:: Supplied material
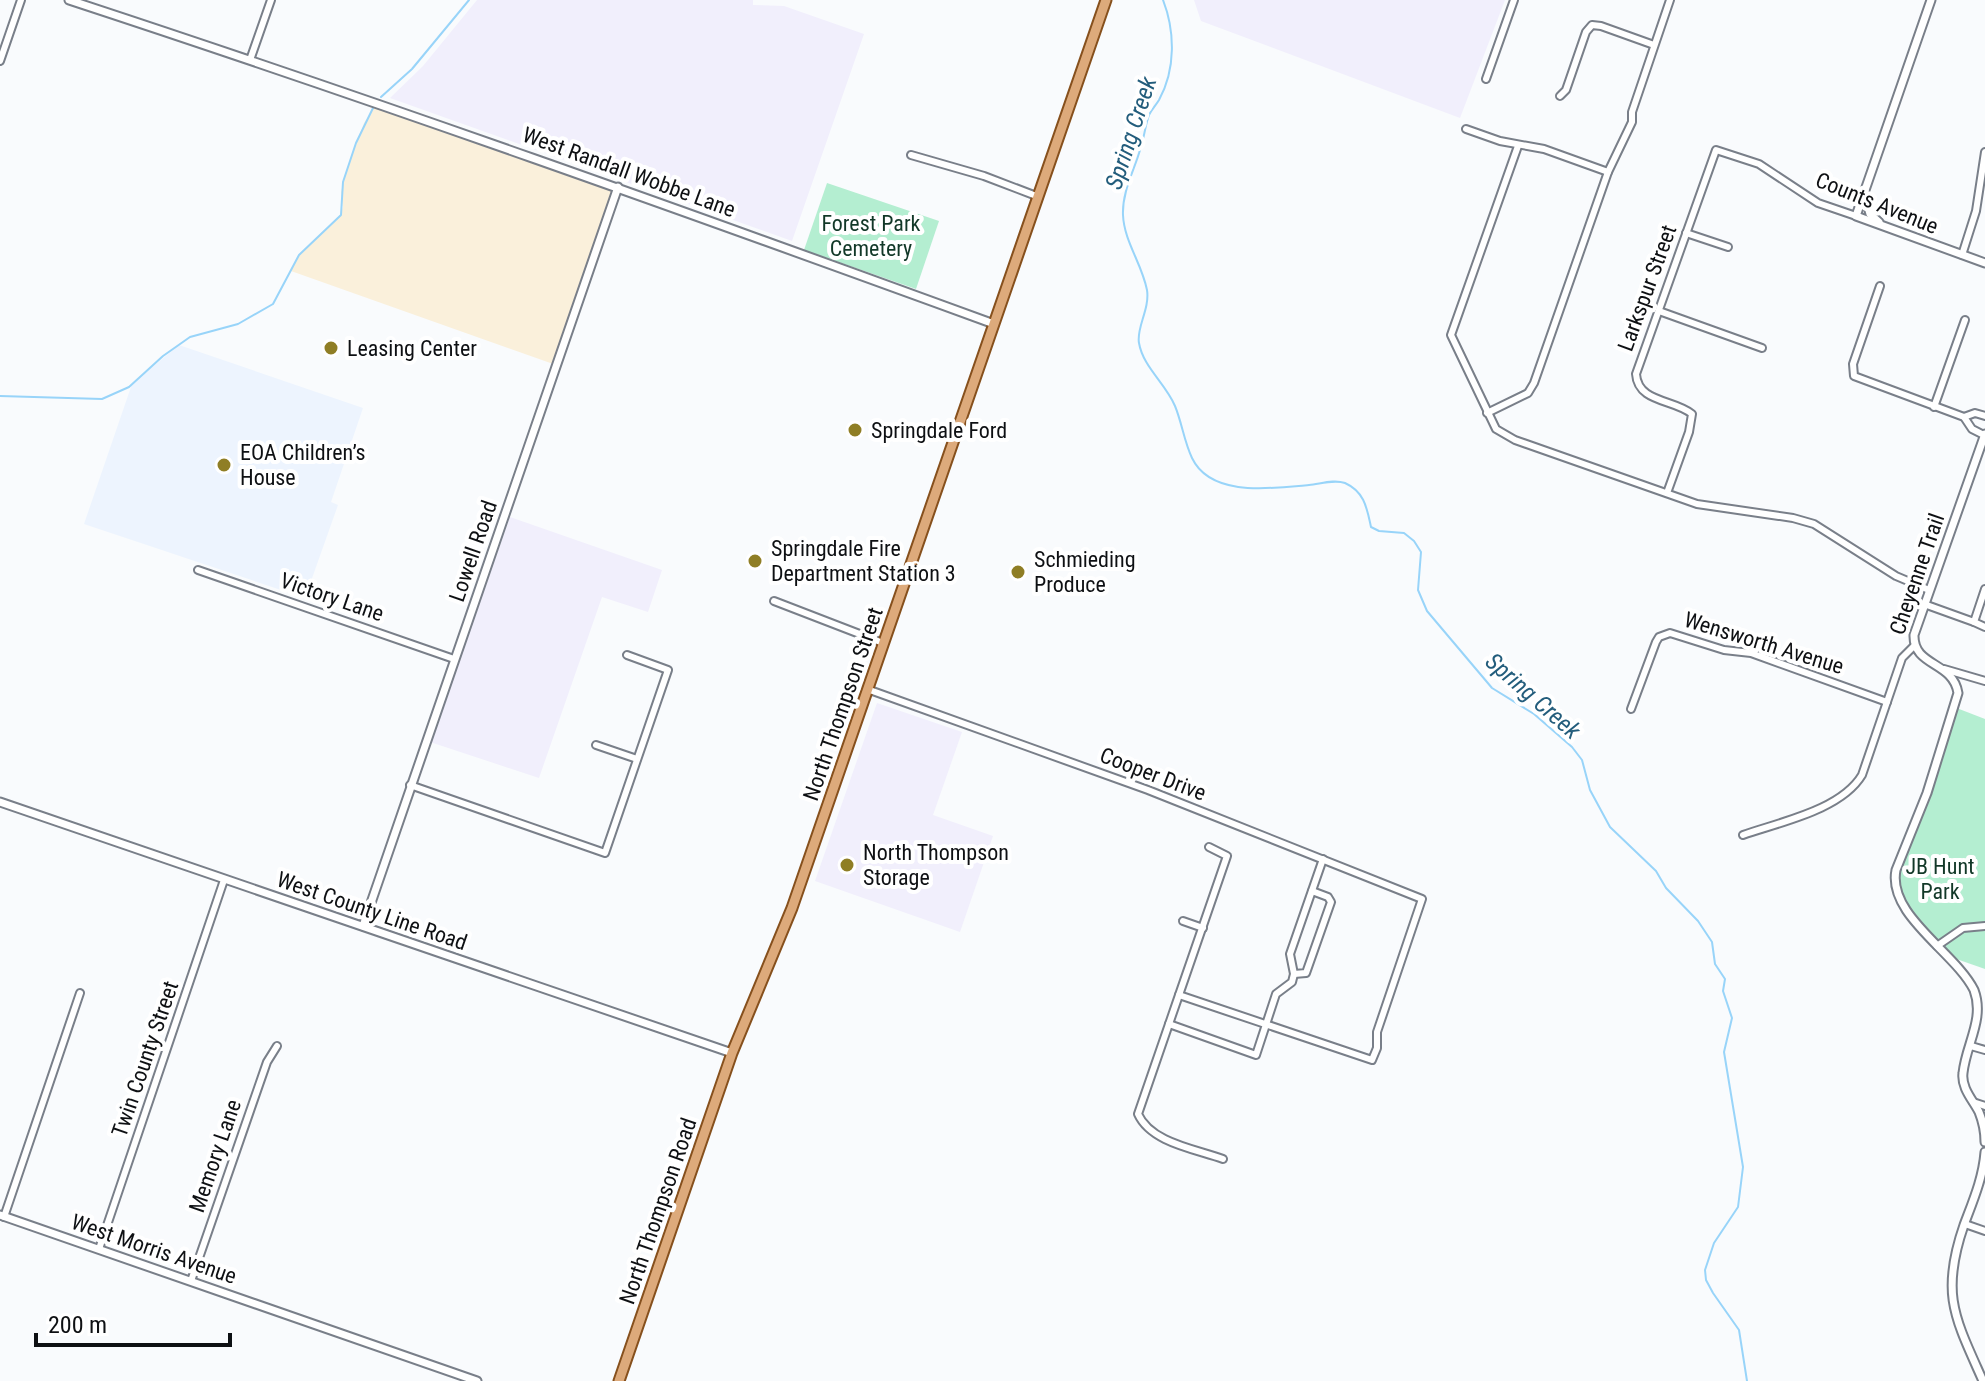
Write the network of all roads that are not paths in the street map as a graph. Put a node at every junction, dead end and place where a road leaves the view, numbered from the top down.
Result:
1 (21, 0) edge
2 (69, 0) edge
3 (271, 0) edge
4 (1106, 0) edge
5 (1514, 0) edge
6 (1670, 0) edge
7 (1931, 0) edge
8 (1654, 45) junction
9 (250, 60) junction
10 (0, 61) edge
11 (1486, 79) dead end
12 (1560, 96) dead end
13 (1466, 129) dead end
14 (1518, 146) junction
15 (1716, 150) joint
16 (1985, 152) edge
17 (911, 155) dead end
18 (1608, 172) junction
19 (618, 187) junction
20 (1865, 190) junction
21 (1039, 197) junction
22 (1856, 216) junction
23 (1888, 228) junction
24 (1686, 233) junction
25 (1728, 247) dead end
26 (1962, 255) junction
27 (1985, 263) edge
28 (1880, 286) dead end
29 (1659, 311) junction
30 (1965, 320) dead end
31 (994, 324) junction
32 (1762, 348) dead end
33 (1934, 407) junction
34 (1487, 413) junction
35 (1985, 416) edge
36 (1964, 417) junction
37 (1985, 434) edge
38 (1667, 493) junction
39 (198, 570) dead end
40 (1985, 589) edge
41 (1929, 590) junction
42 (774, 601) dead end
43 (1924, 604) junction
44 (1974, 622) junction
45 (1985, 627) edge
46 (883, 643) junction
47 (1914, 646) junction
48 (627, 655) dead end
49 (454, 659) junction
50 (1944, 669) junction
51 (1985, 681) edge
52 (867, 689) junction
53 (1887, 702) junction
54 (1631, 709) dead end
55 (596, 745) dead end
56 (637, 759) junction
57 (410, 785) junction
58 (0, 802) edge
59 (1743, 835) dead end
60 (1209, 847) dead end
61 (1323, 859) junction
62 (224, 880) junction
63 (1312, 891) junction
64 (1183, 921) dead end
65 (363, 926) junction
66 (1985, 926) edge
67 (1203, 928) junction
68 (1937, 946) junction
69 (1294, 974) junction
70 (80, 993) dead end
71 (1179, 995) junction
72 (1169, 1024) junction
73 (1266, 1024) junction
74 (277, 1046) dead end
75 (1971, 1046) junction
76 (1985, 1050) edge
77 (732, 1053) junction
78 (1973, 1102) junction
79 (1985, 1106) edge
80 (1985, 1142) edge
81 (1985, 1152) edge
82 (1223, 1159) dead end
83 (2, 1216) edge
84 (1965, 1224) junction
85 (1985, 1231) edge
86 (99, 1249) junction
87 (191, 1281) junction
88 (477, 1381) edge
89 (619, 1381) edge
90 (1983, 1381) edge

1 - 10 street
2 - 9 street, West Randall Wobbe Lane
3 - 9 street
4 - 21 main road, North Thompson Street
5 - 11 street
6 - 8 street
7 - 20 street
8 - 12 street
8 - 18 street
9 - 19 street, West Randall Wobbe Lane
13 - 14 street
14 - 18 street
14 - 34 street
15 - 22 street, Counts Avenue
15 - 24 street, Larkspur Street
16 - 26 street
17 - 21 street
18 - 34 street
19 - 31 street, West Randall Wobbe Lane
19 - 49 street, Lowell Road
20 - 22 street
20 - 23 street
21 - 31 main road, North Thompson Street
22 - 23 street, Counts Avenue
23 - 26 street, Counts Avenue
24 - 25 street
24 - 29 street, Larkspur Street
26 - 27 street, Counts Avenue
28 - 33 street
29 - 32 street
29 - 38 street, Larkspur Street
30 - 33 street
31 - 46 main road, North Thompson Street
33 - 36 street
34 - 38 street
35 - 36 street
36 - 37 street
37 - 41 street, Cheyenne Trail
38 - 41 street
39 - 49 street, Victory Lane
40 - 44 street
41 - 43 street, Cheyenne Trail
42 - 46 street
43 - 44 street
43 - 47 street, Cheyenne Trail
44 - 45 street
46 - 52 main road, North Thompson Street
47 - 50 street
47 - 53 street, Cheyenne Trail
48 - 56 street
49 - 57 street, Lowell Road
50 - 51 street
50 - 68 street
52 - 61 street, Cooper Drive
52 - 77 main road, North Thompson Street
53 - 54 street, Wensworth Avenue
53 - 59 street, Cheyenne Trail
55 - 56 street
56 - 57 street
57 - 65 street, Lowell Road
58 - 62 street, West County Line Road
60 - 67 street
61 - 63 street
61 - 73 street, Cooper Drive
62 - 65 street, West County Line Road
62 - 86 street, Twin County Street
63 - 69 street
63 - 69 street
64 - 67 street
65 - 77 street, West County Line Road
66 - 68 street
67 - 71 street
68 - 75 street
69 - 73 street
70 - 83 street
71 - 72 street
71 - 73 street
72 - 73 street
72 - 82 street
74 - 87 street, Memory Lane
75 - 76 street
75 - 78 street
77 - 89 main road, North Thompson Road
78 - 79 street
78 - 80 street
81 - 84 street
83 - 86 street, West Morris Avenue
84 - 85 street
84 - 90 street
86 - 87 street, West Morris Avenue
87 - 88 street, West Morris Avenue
::::
• _Exercise requirements_: Copy each entry exactly as written. Images should not appear in the copy.

• _Exercise result_:
Write the network of all roads that are not paths in the street map as a graph. Put a node at every junction, dead end and place where a road leaves the view, numbered from the top down.
Result:
1 (21, 0) edge
2 (69, 0) edge
3 (271, 0) edge
4 (1106, 0) edge
5 (1514, 0) edge
6 (1670, 0) edge
7 (1931, 0) edge
8 (1654, 45) junction
9 (250, 60) junction
10 (0, 61) edge
11 (1486, 79) dead end
12 (1560, 96) dead end
13 (1466, 129) dead end
14 (1518, 146) junction
15 (1716, 150) joint
16 (1985, 152) edge
17 (911, 155) dead end
18 (1608, 172) junction
19 (618, 187) junction
20 (1865, 190) junction
21 (1039, 197) junction
22 (1856, 216) junction
23 (1888, 228) junction
24 (1686, 233) junction
25 (1728, 247) dead end
26 (1962, 255) junction
27 (1985, 263) edge
28 (1880, 286) dead end
29 (1659, 311) junction
30 (1965, 320) dead end
31 (994, 324) junction
32 (1762, 348) dead end
33 (1934, 407) junction
34 (1487, 413) junction
35 (1985, 416) edge
36 (1964, 417) junction
37 (1985, 434) edge
38 (1667, 493) junction
39 (198, 570) dead end
40 (1985, 589) edge
41 (1929, 590) junction
42 (774, 601) dead end
43 (1924, 604) junction
44 (1974, 622) junction
45 (1985, 627) edge
46 (883, 643) junction
47 (1914, 646) junction
48 (627, 655) dead end
49 (454, 659) junction
50 (1944, 669) junction
51 (1985, 681) edge
52 (867, 689) junction
53 (1887, 702) junction
54 (1631, 709) dead end
55 (596, 745) dead end
56 (637, 759) junction
57 (410, 785) junction
58 (0, 802) edge
59 (1743, 835) dead end
60 (1209, 847) dead end
61 (1323, 859) junction
62 (224, 880) junction
63 (1312, 891) junction
64 (1183, 921) dead end
65 (363, 926) junction
66 (1985, 926) edge
67 (1203, 928) junction
68 (1937, 946) junction
69 (1294, 974) junction
70 (80, 993) dead end
71 (1179, 995) junction
72 (1169, 1024) junction
73 (1266, 1024) junction
74 (277, 1046) dead end
75 (1971, 1046) junction
76 (1985, 1050) edge
77 (732, 1053) junction
78 (1973, 1102) junction
79 (1985, 1106) edge
80 (1985, 1142) edge
81 (1985, 1152) edge
82 (1223, 1159) dead end
83 (2, 1216) edge
84 (1965, 1224) junction
85 (1985, 1231) edge
86 (99, 1249) junction
87 (191, 1281) junction
88 (477, 1381) edge
89 (619, 1381) edge
90 (1983, 1381) edge

1 - 10 street
2 - 9 street, West Randall Wobbe Lane
3 - 9 street
4 - 21 main road, North Thompson Street
5 - 11 street
6 - 8 street
7 - 20 street
8 - 12 street
8 - 18 street
9 - 19 street, West Randall Wobbe Lane
13 - 14 street
14 - 18 street
14 - 34 street
15 - 22 street, Counts Avenue
15 - 24 street, Larkspur Street
16 - 26 street
17 - 21 street
18 - 34 street
19 - 31 street, West Randall Wobbe Lane
19 - 49 street, Lowell Road
20 - 22 street
20 - 23 street
21 - 31 main road, North Thompson Street
22 - 23 street, Counts Avenue
23 - 26 street, Counts Avenue
24 - 25 street
24 - 29 street, Larkspur Street
26 - 27 street, Counts Avenue
28 - 33 street
29 - 32 street
29 - 38 street, Larkspur Street
30 - 33 street
31 - 46 main road, North Thompson Street
33 - 36 street
34 - 38 street
35 - 36 street
36 - 37 street
37 - 41 street, Cheyenne Trail
38 - 41 street
39 - 49 street, Victory Lane
40 - 44 street
41 - 43 street, Cheyenne Trail
42 - 46 street
43 - 44 street
43 - 47 street, Cheyenne Trail
44 - 45 street
46 - 52 main road, North Thompson Street
47 - 50 street
47 - 53 street, Cheyenne Trail
48 - 56 street
49 - 57 street, Lowell Road
50 - 51 street
50 - 68 street
52 - 61 street, Cooper Drive
52 - 77 main road, North Thompson Street
53 - 54 street, Wensworth Avenue
53 - 59 street, Cheyenne Trail
55 - 56 street
56 - 57 street
57 - 65 street, Lowell Road
58 - 62 street, West County Line Road
60 - 67 street
61 - 63 street
61 - 73 street, Cooper Drive
62 - 65 street, West County Line Road
62 - 86 street, Twin County Street
63 - 69 street
63 - 69 street
64 - 67 street
65 - 77 street, West County Line Road
66 - 68 street
67 - 71 street
68 - 75 street
69 - 73 street
70 - 83 street
71 - 72 street
71 - 73 street
72 - 73 street
72 - 82 street
74 - 87 street, Memory Lane
75 - 76 street
75 - 78 street
77 - 89 main road, North Thompson Road
78 - 79 street
78 - 80 street
81 - 84 street
83 - 86 street, West Morris Avenue
84 - 85 street
84 - 90 street
86 - 87 street, West Morris Avenue
87 - 88 street, West Morris Avenue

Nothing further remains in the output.